Cancer trial cutbacks depriving people of chance to live

More people who have cancer are asking about medical trials at a time when cutbacks are reducing the availability of potentially breakthrough treatments.

Cancer trial cutbacks depriving people of chance to live

More people who have cancer are asking about medical trials at a time when cutbacks are reducing the availability of potentially breakthrough treatments.

Cancer Trials Ireland said the €3m in cutbacks that had accumulated over the last three years was now impacting on possible lifesaving treatment options.

It is unable to open trials in a number of disease areas because of a 20% cut every year since 2016 in the grant it receives from the Department of Health.

Because of the cutbacks, people with diseases such as lymphoma, and testicular and endometrial cancer cannot access the newest promising treatments.

This is at a time when an increasing number of patients want to join cancer trials and most (93%) believe it is important to have cancer trials as a treatment option.

New research from the University Hospital Limerick found that the number of its patients asking to participate in a cancer trial increased by 7% last year.

Bryan Hennessy, clinical lead at Cancer Trials Ireland, said it made no sense to starve an area of research that could offer a lifeline to people with cancer.
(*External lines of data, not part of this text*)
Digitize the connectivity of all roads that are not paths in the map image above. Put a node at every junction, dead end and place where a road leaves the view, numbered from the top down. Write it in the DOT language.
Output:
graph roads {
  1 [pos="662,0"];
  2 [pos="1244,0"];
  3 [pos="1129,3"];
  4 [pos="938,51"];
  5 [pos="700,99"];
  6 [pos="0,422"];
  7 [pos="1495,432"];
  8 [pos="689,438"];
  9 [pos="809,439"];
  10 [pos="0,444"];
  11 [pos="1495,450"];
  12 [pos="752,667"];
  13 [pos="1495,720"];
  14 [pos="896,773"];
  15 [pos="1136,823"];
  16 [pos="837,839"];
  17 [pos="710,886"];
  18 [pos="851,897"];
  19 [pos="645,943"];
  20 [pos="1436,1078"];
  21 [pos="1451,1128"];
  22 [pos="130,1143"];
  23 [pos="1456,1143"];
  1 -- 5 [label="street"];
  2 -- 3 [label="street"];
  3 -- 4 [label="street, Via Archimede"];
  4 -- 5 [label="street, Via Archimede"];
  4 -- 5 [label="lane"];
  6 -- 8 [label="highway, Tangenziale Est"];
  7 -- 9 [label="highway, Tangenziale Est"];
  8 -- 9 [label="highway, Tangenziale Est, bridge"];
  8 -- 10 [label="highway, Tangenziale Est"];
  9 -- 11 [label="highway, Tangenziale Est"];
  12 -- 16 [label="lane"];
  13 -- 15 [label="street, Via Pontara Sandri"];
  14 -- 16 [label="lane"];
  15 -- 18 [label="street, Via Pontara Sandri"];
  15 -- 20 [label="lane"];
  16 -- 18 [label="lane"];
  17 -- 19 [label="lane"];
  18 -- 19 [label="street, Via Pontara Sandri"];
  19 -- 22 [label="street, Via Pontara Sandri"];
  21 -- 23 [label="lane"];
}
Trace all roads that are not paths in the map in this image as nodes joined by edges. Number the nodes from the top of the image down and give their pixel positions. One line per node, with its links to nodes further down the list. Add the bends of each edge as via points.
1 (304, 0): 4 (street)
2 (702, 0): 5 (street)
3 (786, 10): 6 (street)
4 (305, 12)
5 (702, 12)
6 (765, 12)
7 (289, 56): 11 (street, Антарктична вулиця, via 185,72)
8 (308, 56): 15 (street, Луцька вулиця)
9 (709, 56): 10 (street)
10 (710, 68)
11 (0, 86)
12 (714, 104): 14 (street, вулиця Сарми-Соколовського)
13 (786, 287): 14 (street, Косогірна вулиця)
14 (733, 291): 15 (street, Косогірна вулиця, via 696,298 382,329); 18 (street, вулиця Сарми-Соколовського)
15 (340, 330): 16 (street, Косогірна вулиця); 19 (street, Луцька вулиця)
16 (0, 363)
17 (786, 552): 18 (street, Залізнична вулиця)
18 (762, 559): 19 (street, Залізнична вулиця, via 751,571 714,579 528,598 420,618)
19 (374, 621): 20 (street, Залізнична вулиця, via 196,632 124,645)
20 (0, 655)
Prof Hennessy said the cutbacks had been imposed at a time when cancer rates were doubling and when one in two people in Ireland would develop cancer during their lifetime.

“As a result of these continuing cuts, the number of people joining cancer drug trials each year is falling drastically,” he said.

In 2014, before the 2016 cuts were introduced, 3% of people with cancer were on a cancer drug trial. Last year, it was down to 1.5%.

This means that, every year, fewer people with cancer can access potentially effective treatment options when the standard treatments are not working.

As an oncologist, he saw patients every day and some had no options left.

“Continuation of these cutbacks is unjustifiable by any standards,” he said.

Eibhlín Mulroe, chief executive of Cancer Trials Ireland, said trials were also a very cost-effective way to provide cancer treatments, because the trial drugs were supplied by pharmaceutical companies.

“For every €1 in government grant we get, we can attract €3 in investment in trials. So, at a health policy and economic basis, it’s a no-brainer,” she said.

Averil Power, chief executive of the Irish Cancer Society, said the cuts in government funding must be addressed as a priority.

Cancer Trials Ireland is a registered charity, partly funded by grants from the Health Research Board, the Irish Cancer Society, and St Luke’s Insititute of Cancer Research.

The charity’s Just Ask Your Team campaign, launched yesterday, aims to raise awareness of cancer trials in Ireland and to encourage people with cancer, their families, and friends to ask their local team about a trial that might be suitable for them.